After the drop, I must have gone under for what felt like several minutes but was in fact probably only 15 seconds, tumbling in the churning water like clothes in a washing machine, propelled forward, not knowing which way was up, before finally coming to the surface, exhilarated. Others in my learn-to-surf group yelled out to me, thumbs all up, as I beamed from ear to ear. They’d seen it too. I hadn’t imagined a thing.

Before going to surf camp, I’d only spent three hours on a surfboard in Bali and two hours in Tofino. The second experience proved to be less than rewarding, in that I spent more time figuring out how to attach the board to the roof of my Mazda than I did catching any waves.

So a couple of years later, looking for a place where I could chill and do something active (I’m not an all-inclusive type guy), and on the cusp of my milestone birthday, I started looking at surf camps. I thought about Costa Rica (been there), Nicaragua (it didn’t seem developed enough), and Morocco (too far to travel for only one week). Then I came across a Caribbean option.

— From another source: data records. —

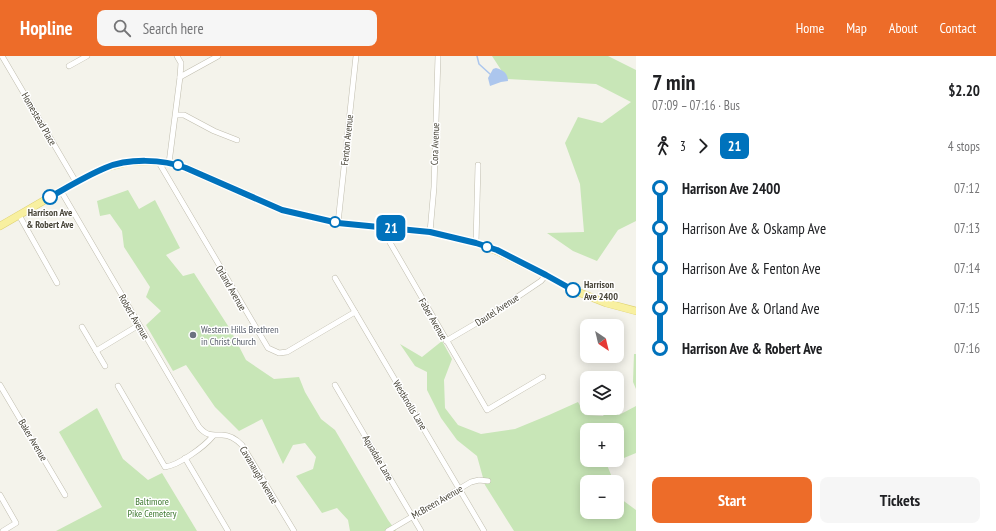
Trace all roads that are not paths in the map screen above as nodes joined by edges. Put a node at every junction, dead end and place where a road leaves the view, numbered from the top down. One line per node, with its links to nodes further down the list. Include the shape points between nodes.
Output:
1 (2, 56): 14 (street, Homestead Place)
2 (87, 56): 7 (street)
3 (177, 56): 8 (street, via 181,63)
4 (218, 56): 8 (street)
5 (356, 56): 17 (street, Fenton Avenue)
6 (438, 56): 20 (street, Cora Avenue)
7 (70, 66)
8 (180, 77): 9 (street)
9 (176, 115): 10 (street, via 184,115); 12 (street)
10 (238, 140)
11 (158, 161): 12 (main road); 14 (main road, via 112,165); 26 (street, Orland Avenue, via 268,348 275,352 287,352)
12 (169, 163): 17 (main road, via 272,206)
13 (478, 165): 21 (street)
14 (76, 182): 15 (main road)
15 (61, 191): 16 (main road); 27 (street, Robert Avenue)
16 (19, 215): 18 (main road); 24 (street)
17 (338, 223): 19 (main road)
18 (0, 226)
19 (381, 227): 20 (main road); 29 (street, Faber Avenue)
20 (430, 232): 21 (main road)
21 (476, 243): 22 (main road, via 497,250)
22 (546, 275): 25 (main road, via 589,297); 29 (street, Dautel Avenue, via 492,314)
23 (335, 278): 26 (street, Westknolls Lane)
24 (57, 283)
25 (636, 311)
26 (355, 312): 39 (street, Westknolls Lane)
27 (139, 325): 30 (street); 36 (street, Robert Avenue, via 200,427 205,433)
28 (82, 327): 30 (street)
29 (446, 341): 32 (street, Faber Avenue, via 487,410)
30 (96, 351): 31 (street)
31 (105, 366)
32 (543, 377)
33 (0, 385): 41 (street, Baker Avenue)
34 (335, 385): 42 (street, Aquadale Lane)
35 (118, 386): 37 (street, via 165,467)
36 (213, 436): 37 (street); 45 (street, Cavanaugh Avenue, via 229,436 242,445)
37 (185, 458): 44 (street)
38 (488, 481): 39 (street, McBreen Avenue, via 475,480)
39 (459, 489): 42 (street, McBreen Avenue); 48 (street, Westknolls Lane)
40 (0, 495): 43 (street, via 16,523)
41 (65, 495)
42 (412, 516): 46 (street, McBreen Avenue); 47 (street, Aquadale Lane)
43 (3, 531)
44 (228, 531)
45 (294, 531)
46 (388, 531)
47 (421, 531)
48 (484, 531)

My surf-camp experience took place on the north coast of the Dominican Republic, in a little town called Cabarete, which, to use a French expression, could best be described as très sympa, with its beachside restaurants and cool surf shops, friendly people, and busy kitesurfing scene. It’s a place I’ve since taken to describing as a Spanish-speaking Tofino. Although the Dominican Republic isn’t especially well known for its surfing, Cabarete proved easy enough to get to from Vancouver; via Toronto, it’s a 30-minute drive from the Puerto Plata airport.

I stayed at a purpose-built surf camp called SWELL, which included instruction at Encuentro Beach, about 10 minutes away. Perhaps the best way to describe life at SWELL and its chill vibe is that it was like hanging out in a friend’s living room, a place where people would kick off their shoes at the front gate and pad around barefoot.

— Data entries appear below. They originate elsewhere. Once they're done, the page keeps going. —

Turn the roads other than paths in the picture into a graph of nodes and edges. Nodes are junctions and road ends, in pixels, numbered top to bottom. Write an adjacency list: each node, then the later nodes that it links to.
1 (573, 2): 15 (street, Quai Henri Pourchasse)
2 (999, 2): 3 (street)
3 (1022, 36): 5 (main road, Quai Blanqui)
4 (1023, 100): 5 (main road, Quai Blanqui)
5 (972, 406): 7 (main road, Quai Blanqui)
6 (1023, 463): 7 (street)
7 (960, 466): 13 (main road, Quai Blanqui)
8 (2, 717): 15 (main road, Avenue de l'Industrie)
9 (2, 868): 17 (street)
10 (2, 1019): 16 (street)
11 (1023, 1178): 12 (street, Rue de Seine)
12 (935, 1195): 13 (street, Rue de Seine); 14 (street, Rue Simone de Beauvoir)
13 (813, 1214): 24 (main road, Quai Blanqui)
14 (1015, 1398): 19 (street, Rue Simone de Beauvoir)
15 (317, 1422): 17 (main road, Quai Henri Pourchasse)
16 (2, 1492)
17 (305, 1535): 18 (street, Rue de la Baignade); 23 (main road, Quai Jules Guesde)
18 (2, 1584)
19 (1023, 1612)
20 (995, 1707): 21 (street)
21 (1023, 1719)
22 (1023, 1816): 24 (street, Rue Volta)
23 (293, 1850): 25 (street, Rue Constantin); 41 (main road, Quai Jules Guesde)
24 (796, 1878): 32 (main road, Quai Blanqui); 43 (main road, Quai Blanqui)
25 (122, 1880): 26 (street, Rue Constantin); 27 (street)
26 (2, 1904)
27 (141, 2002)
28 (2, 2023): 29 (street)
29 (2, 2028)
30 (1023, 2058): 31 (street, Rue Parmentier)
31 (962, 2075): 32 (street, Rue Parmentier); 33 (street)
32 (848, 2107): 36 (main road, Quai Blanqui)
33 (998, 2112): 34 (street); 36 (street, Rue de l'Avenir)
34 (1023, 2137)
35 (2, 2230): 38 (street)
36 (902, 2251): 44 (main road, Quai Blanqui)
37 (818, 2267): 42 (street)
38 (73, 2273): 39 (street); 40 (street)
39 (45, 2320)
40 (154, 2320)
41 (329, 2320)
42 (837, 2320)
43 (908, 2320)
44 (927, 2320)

When I arrived, a group of fellow guests welcomed me. Before seeing my room, I was instructed to drop my bags at the door, as the first order of business was to learn how the drinks system worked. I was told to help myself to beer and pop in the cooler and to keep track of my own tab for the week. It happened that I’d arrived just before a group excursion for drinks and a beach seafood barbecue, so I quickly downed my first cerveza, changed, and joined the group.

SWELL was an experience in and of itself. It’s a cross between a hostel and a just-the-basics boutique hotel, with a handful of co-ed quad dorms and private rooms accommodating some two dozen travellers in their 20s, 30s, and 40s. It attracts both beginner and experienced surfers and a healthy mix of singles and couples, mostly urban professionals.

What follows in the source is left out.